• INSTRUCTIONS FOR THE TASK: Every line with "Give" in it must be copied from the data.

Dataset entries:

+---+

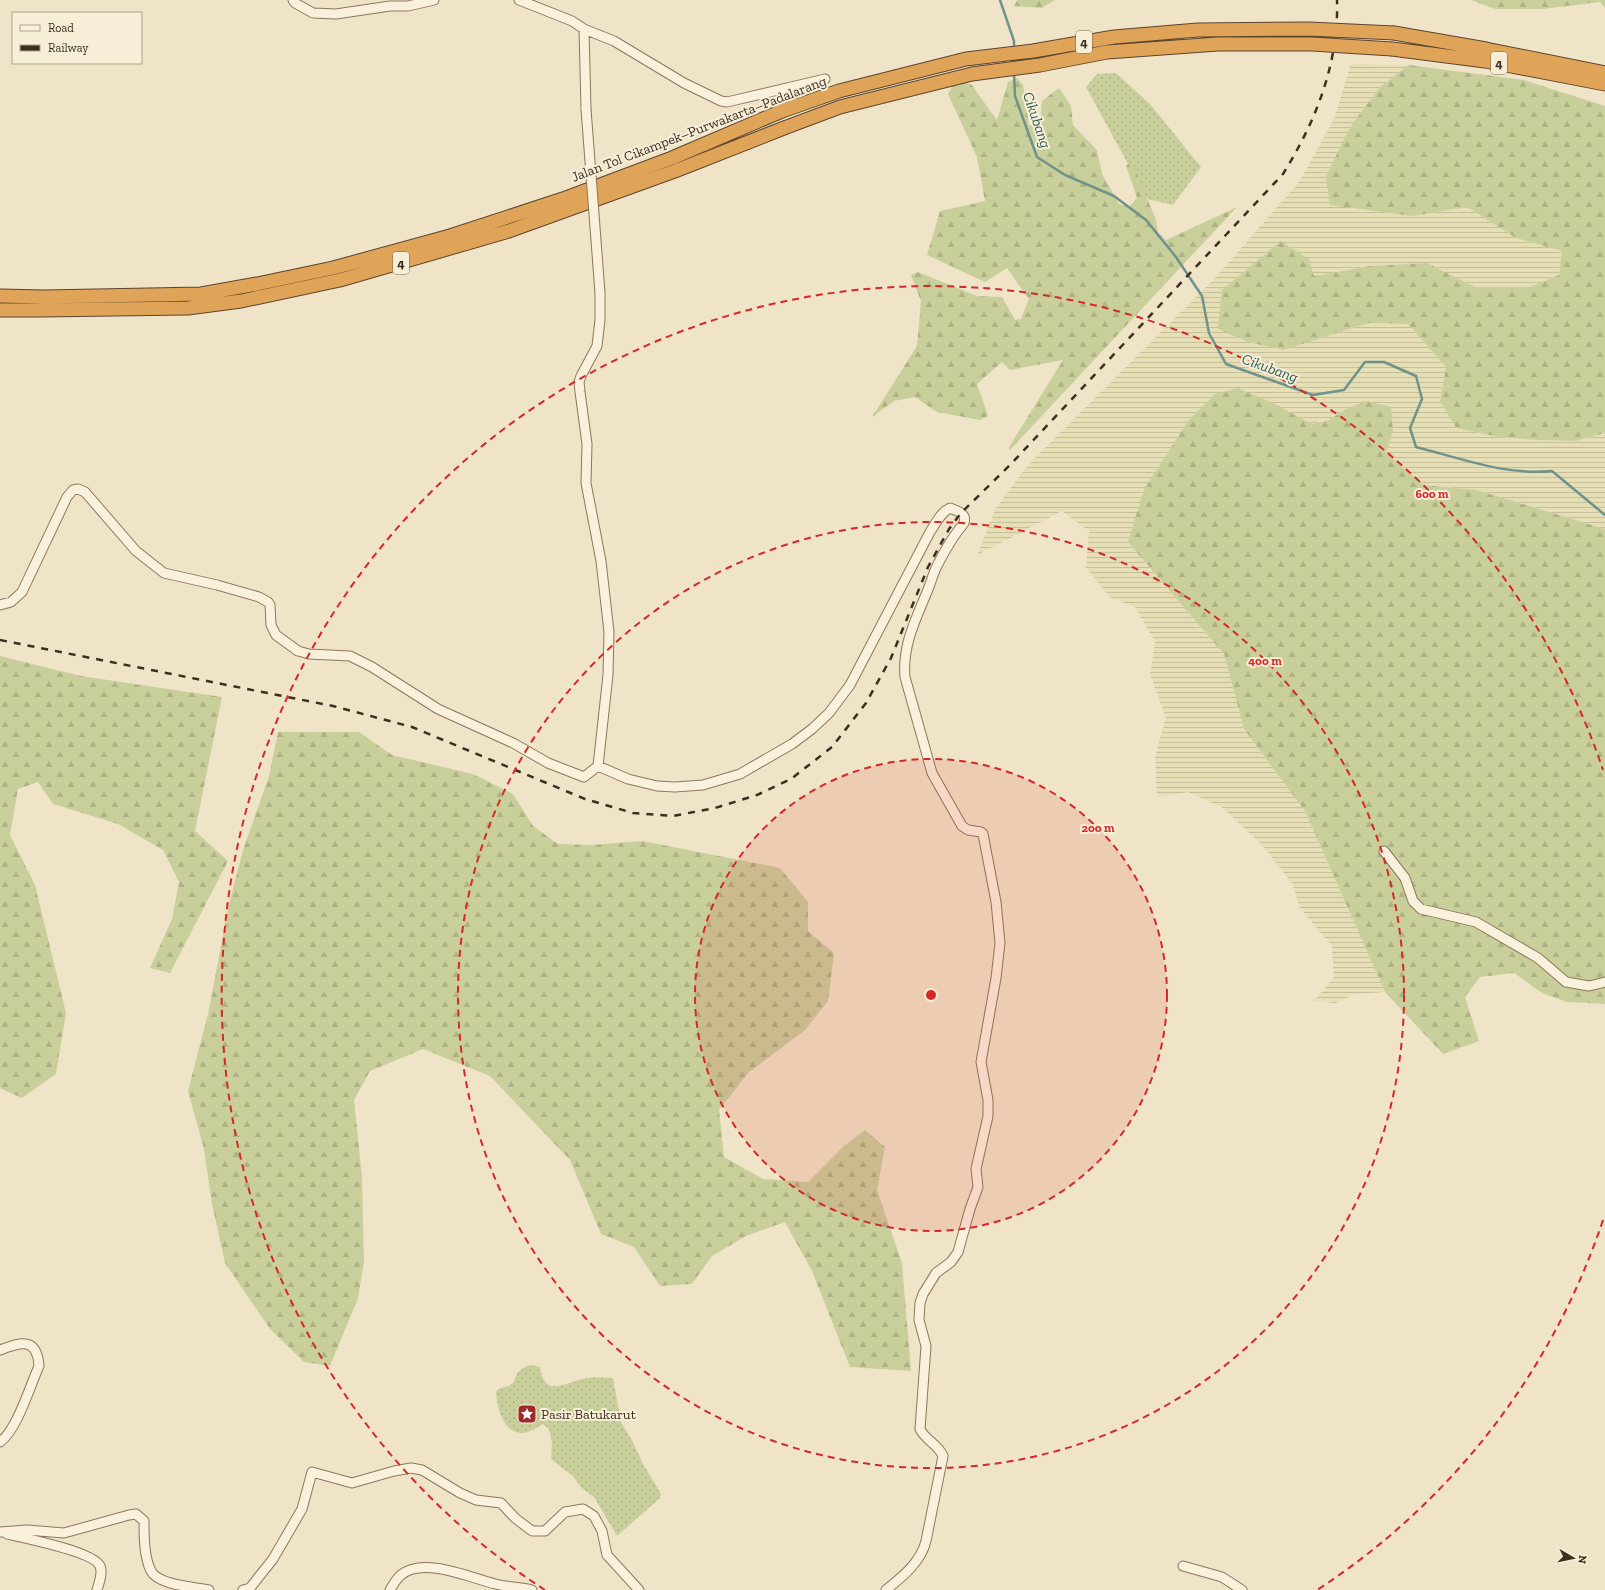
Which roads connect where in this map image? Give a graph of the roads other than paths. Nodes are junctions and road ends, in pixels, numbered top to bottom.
1 (293, 0) edge
2 (434, 0) edge
3 (519, 0) edge
4 (584, 29) junction
5 (1605, 73) edge
6 (825, 79) dead end
7 (1605, 84) edge
8 (0, 296) edge
9 (0, 310) edge
10 (0, 605) edge
11 (598, 766) junction
12 (1384, 851) dead end
13 (1605, 982) edge
14 (0, 1350) edge
15 (0, 1442) edge
16 (0, 1532) edge
17 (1183, 1566) dead end
18 (97, 1590) edge
19 (209, 1590) edge
20 (243, 1590) edge
21 (390, 1590) edge
22 (532, 1590) edge
23 (639, 1590) edge
24 (886, 1590) edge
25 (1242, 1590) edge

1 - 2 street
3 - 4 street
4 - 6 street
4 - 11 street, bridge
5 - 8 highway, Jalan Tol Cikampek–Purwakarta–Padalarang / 4, bridge
7 - 9 highway, Jalan Tol Cikampek–Purwakarta–Padalarang / 4, bridge
10 - 11 street
11 - 24 street
12 - 13 street
14 - 15 street
16 - 18 street
16 - 19 street
17 - 25 street
20 - 23 street
21 - 22 street

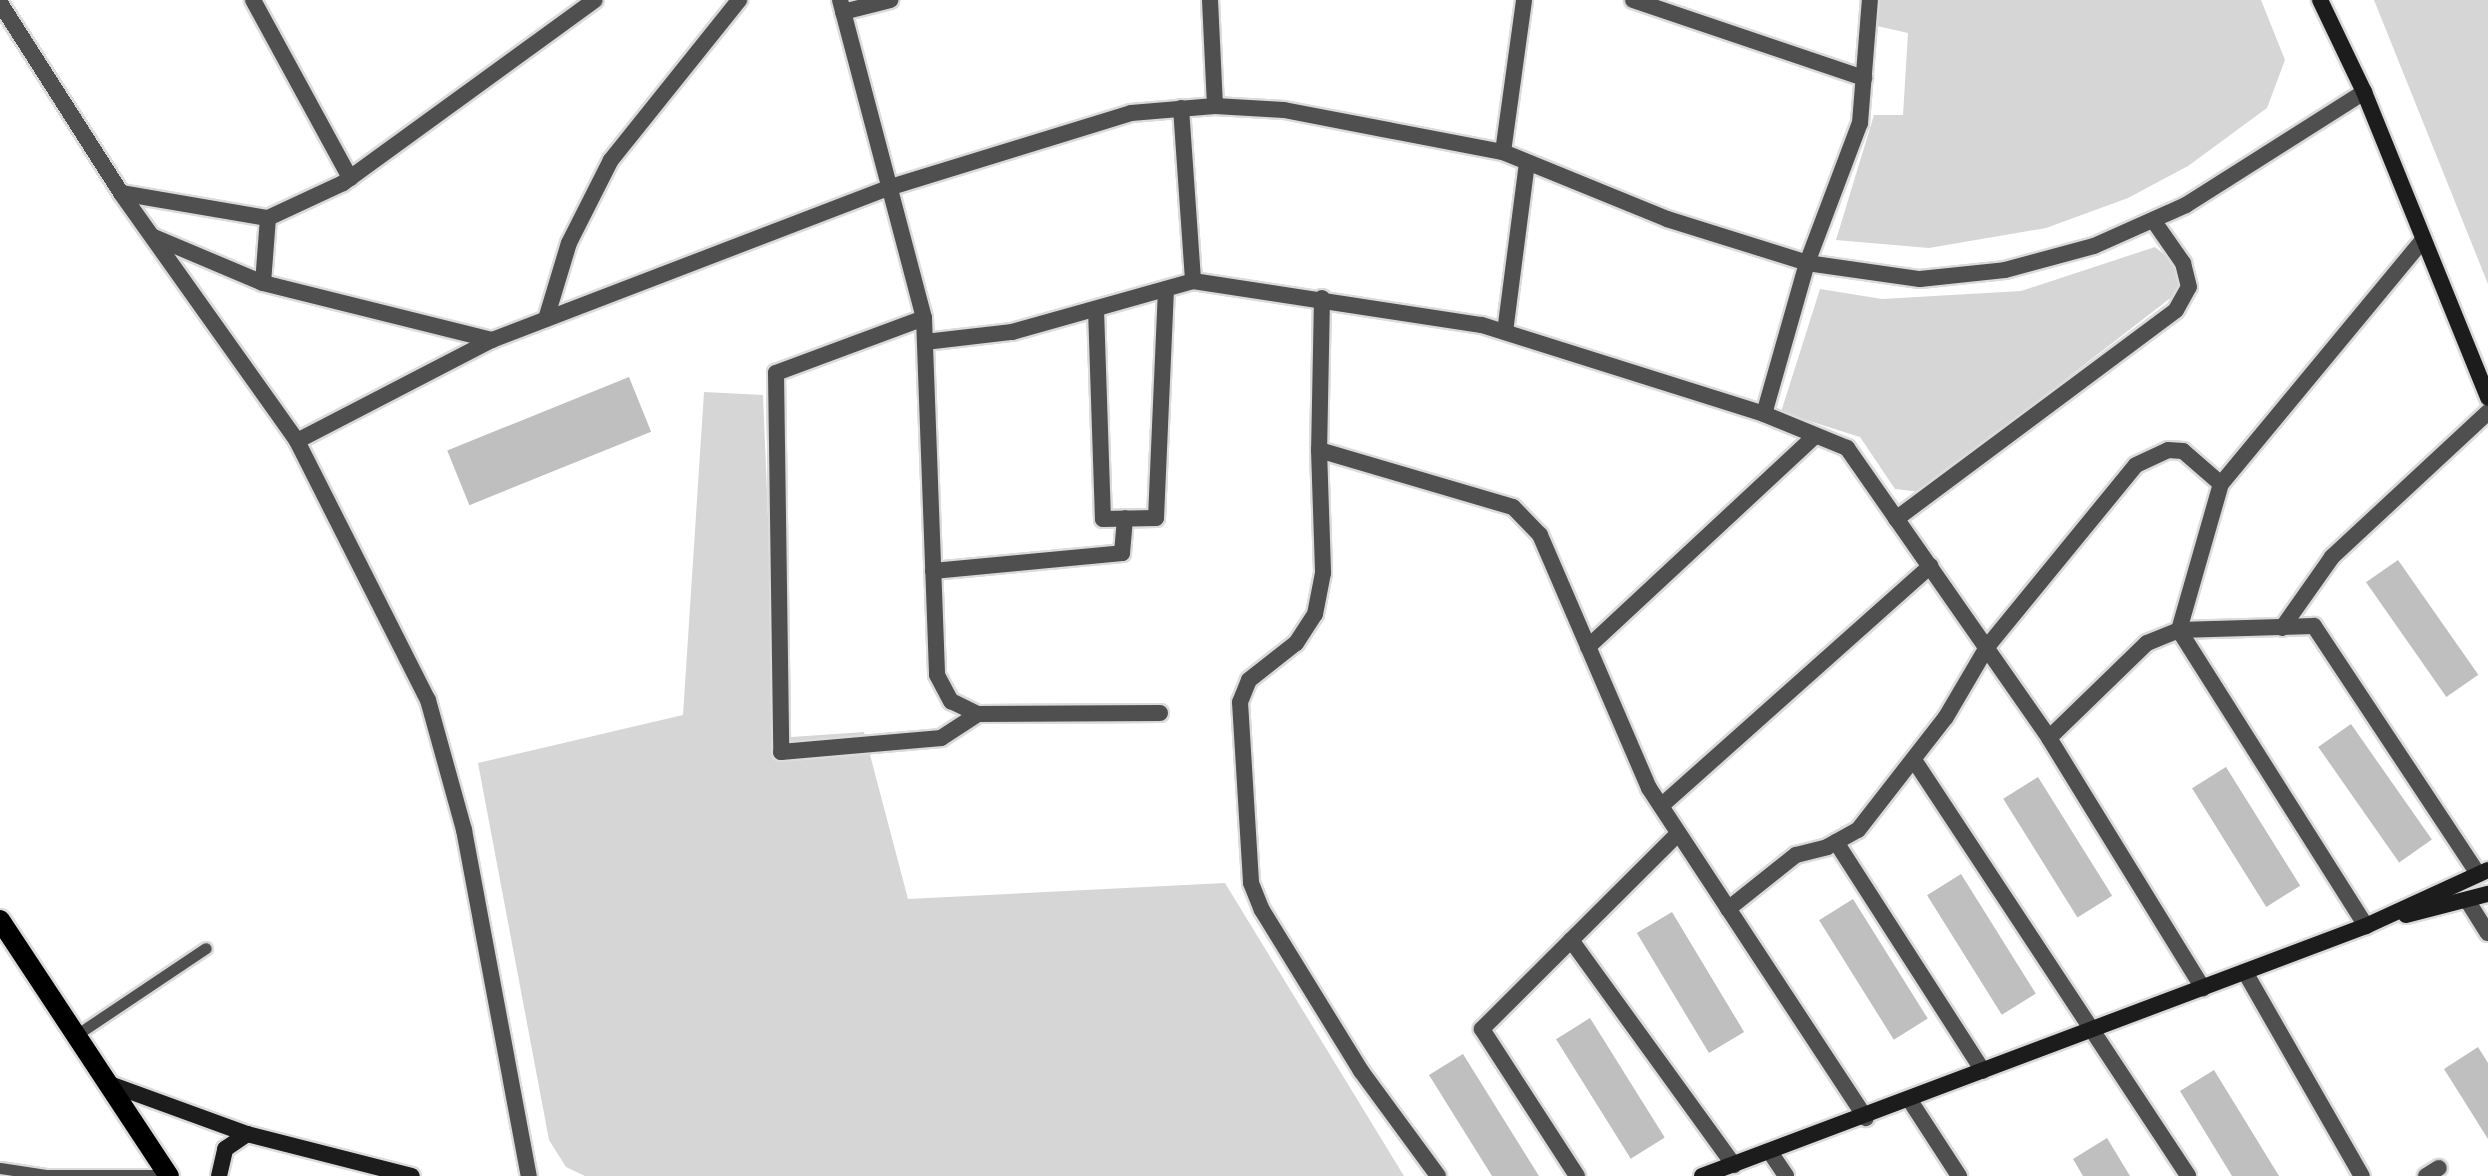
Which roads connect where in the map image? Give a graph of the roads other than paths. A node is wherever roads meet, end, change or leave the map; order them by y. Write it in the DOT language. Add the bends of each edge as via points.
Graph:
graph roads {
  1 [pos="253,0"];
  2 [pos="595,0"];
  3 [pos="739,0"];
  4 [pos="890,0"];
  5 [pos="1210,0"];
  6 [pos="1524,0"];
  7 [pos="1870,0"];
  8 [pos="2320,0"];
  9 [pos="1637,1"];
  10 [pos="0,3"];
  11 [pos="842,6"];
  12 [pos="1864,78"];
  13 [pos="2364,92"];
  14 [pos="1215,106"];
  15 [pos="1181,108"];
  16 [pos="1503,152"];
  17 [pos="1527,163"];
  18 [pos="350,178"];
  19 [pos="891,187"];
  20 [pos="121,193"];
  21 [pos="268,218"];
  22 [pos="2153,220"];
  23 [pos="153,237"];
  24 [pos="2423,240"];
  25 [pos="1807,263"];
  26 [pos="1193,281"];
  27 [pos="263,283"];
  28 [pos="1166,289"];
  29 [pos="1322,298"];
  30 [pos="1096,309"];
  31 [pos="924,318"];
  32 [pos="546,319"];
  33 [pos="1505,332"];
  34 [pos="492,340"];
  35 [pos="925,342"];
  36 [pos="2488,398"];
  37 [pos="2488,412"];
  38 [pos="1764,414"];
  39 [pos="1815,436"];
  40 [pos="297,441"];
  41 [pos="1319,450"];
  42 [pos="2221,484"];
  43 [pos="1125,518"];
  44 [pos="1896,519"];
  45 [pos="1930,566"];
  46 [pos="933,571"];
  47 [pos="2282,628"];
  48 [pos="2179,630"];
  49 [pos="1588,647"];
  50 [pos="1987,647"];
  51 [pos="1160,713"];
  52 [pos="978,714"];
  53 [pos="2049,738"];
  54 [pos="1914,760"];
  55 [pos="1661,806"];
  56 [pos="1678,834"];
  57 [pos="1836,842"];
  58 [pos="2483,872"];
  59 [pos="2488,894"];
  60 [pos="2467,900"];
  61 [pos="1728,909"];
  62 [pos="0,920"];
  63 [pos="2366,926"];
  64 [pos="2488,933"];
  65 [pos="1571,940"];
  66 [pos="206,948"];
  67 [pos="2245,972"];
  68 [pos="2203,988"];
  69 [pos="2095,1028"];
  70 [pos="76,1035"];
  71 [pos="1983,1071"];
  72 [pos="107,1083"];
  73 [pos="1909,1099"];
  74 [pos="1866,1118"];
  75 [pos="247,1134"];
  76 [pos="1770,1152"];
  77 [pos="1734,1165"];
  78 [pos="0,1168"];
  79 [pos="169,1175"];
  80 [pos="219,1176"];
  81 [pos="412,1176"];
  82 [pos="529,1176"];
  83 [pos="1438,1176"];
  84 [pos="1577,1176"];
  85 [pos="1702,1176"];
  86 [pos="1786,1176"];
  87 [pos="1959,1176"];
  88 [pos="2188,1176"];
  89 [pos="2362,1176"];
  1 -- 18 [label="street"];
  2 -- 18 [label="street"];
  3 -- 32 [label="street" via="611,160 569,243"];
  4 -- 11 [label="street"];
  5 -- 14 [label="street"];
  6 -- 16 [label="street"];
  7 -- 12 [label="street"];
  8 -- 13 [label="main road"];
  9 -- 12 [label="street"];
  10 -- 20 [label="street"];
  11 -- 19 [label="street"];
  12 -- 25 [label="street" via="1860,123"];
  13 -- 22 [label="street" via="2186,205"];
  13 -- 24 [label="main road"];
  14 -- 15 [label="street"];
  14 -- 16 [label="street" via="1284,110"];
  15 -- 19 [label="street" via="1131,113"];
  15 -- 26 [label="street"];
  16 -- 17 [label="street"];
  17 -- 25 [label="street" via="1667,219"];
  17 -- 33 [label="street"];
  18 -- 21 [label="street"];
  19 -- 31 [label="street"];
  19 -- 32 [label="street"];
  20 -- 21 [label="street"];
  20 -- 23 [label="street"];
  21 -- 27 [label="street"];
  22 -- 25 [label="street" via="2094,246 2005,270 1920,279"];
  22 -- 44 [label="street" via="2186,275 2189,287 2176,310"];
  23 -- 27 [label="street"];
  23 -- 40 [label="street"];
  24 -- 36 [label="main road"];
  24 -- 42 [label="street"];
  25 -- 38 [label="street"];
  26 -- 28 [label="street"];
  26 -- 29 [label="street"];
  27 -- 34 [label="street"];
  28 -- 30 [label="street"];
  28 -- 43 [label="street" via="1156,518"];
  29 -- 33 [label="street"];
  29 -- 41 [label="street"];
  30 -- 35 [label="street" via="1012,332"];
  30 -- 43 [label="street" via="1103,519"];
  31 -- 35 [label="street"];
  31 -- 52 [label="street" via="776,373 781,752 941,738"];
  32 -- 34 [label="street"];
  33 -- 38 [label="street"];
  34 -- 40 [label="street"];
  35 -- 46 [label="street"];
  37 -- 47 [label="street" via="2332,557"];
  38 -- 39 [label="street"];
  39 -- 44 [label="street" via="1847,448"];
  39 -- 49 [label="street"];
  40 -- 82 [label="street" via="428,700 464,830"];
  41 -- 49 [label="street" via="1513,507 1540,535"];
  41 -- 83 [label="street" via="1323,573 1315,614 1296,643 1249,680 1240,702 1251,883 1262,910 1361,1071"];
  42 -- 48 [label="street"];
  42 -- 50 [label="street" via="2183,451 2168,450 2136,465"];
  43 -- 46 [label="street" via="1122,553"];
  44 -- 45 [label="street"];
  45 -- 50 [label="street"];
  45 -- 55 [label="street"];
  46 -- 52 [label="street" via="937,675 951,701"];
  47 -- 48 [label="street"];
  47 -- 58 [label="street" via="2314,626"];
  48 -- 53 [label="street" via="2147,643 2120,664"];
  48 -- 63 [label="street"];
  49 -- 55 [label="street"];
  50 -- 53 [label="street"];
  50 -- 54 [label="street"];
  51 -- 52 [label="street"];
  53 -- 68 [label="street"];
  54 -- 57 [label="street" via="1858,830"];
  54 -- 69 [label="street"];
  55 -- 56 [label="street"];
  56 -- 61 [label="street"];
  56 -- 65 [label="street"];
  57 -- 61 [label="street" via="1796,855"];
  57 -- 71 [label="street"];
  58 -- 63 [label="main road"];
  59 -- 60 [label="main road"];
  60 -- 63 [label="main road"];
  60 -- 64 [label="street"];
  61 -- 74 [label="street"];
  62 -- 70 [label="main road"];
  63 -- 67 [label="main road"];
  65 -- 77 [label="street"];
  65 -- 84 [label="street" via="1482,1029"];
  66 -- 70 [label="lane"];
  67 -- 68 [label="main road"];
  67 -- 89 [label="street"];
  68 -- 69 [label="main road"];
  69 -- 71 [label="main road"];
  69 -- 88 [label="street"];
  70 -- 72 [label="main road"];
  71 -- 73 [label="main road"];
  72 -- 75 [label="main road"];
  72 -- 79 [label="main road"];
  73 -- 74 [label="main road"];
  73 -- 87 [label="street"];
  74 -- 76 [label="main road"];
  75 -- 80 [label="main road" via="225,1149"];
  75 -- 81 [label="main road"];
  76 -- 77 [label="main road"];
  76 -- 86 [label="street"];
  77 -- 85 [label="main road"];
  78 -- 79 [label="lane" via="47,1175"];
}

+---+

• RESPONSE TO THE TASK:
Which roads connect where in this map image? Give a graph of the roads other than paths. Nodes are junctions and road ends, in pixels, numbered top to bottom.
Which roads connect where in the map image? Give a graph of the roads other than paths. A node is wherever roads meet, end, change or leave the map; order them by y. Write it in the DOT language. Add the bends of each edge as via points.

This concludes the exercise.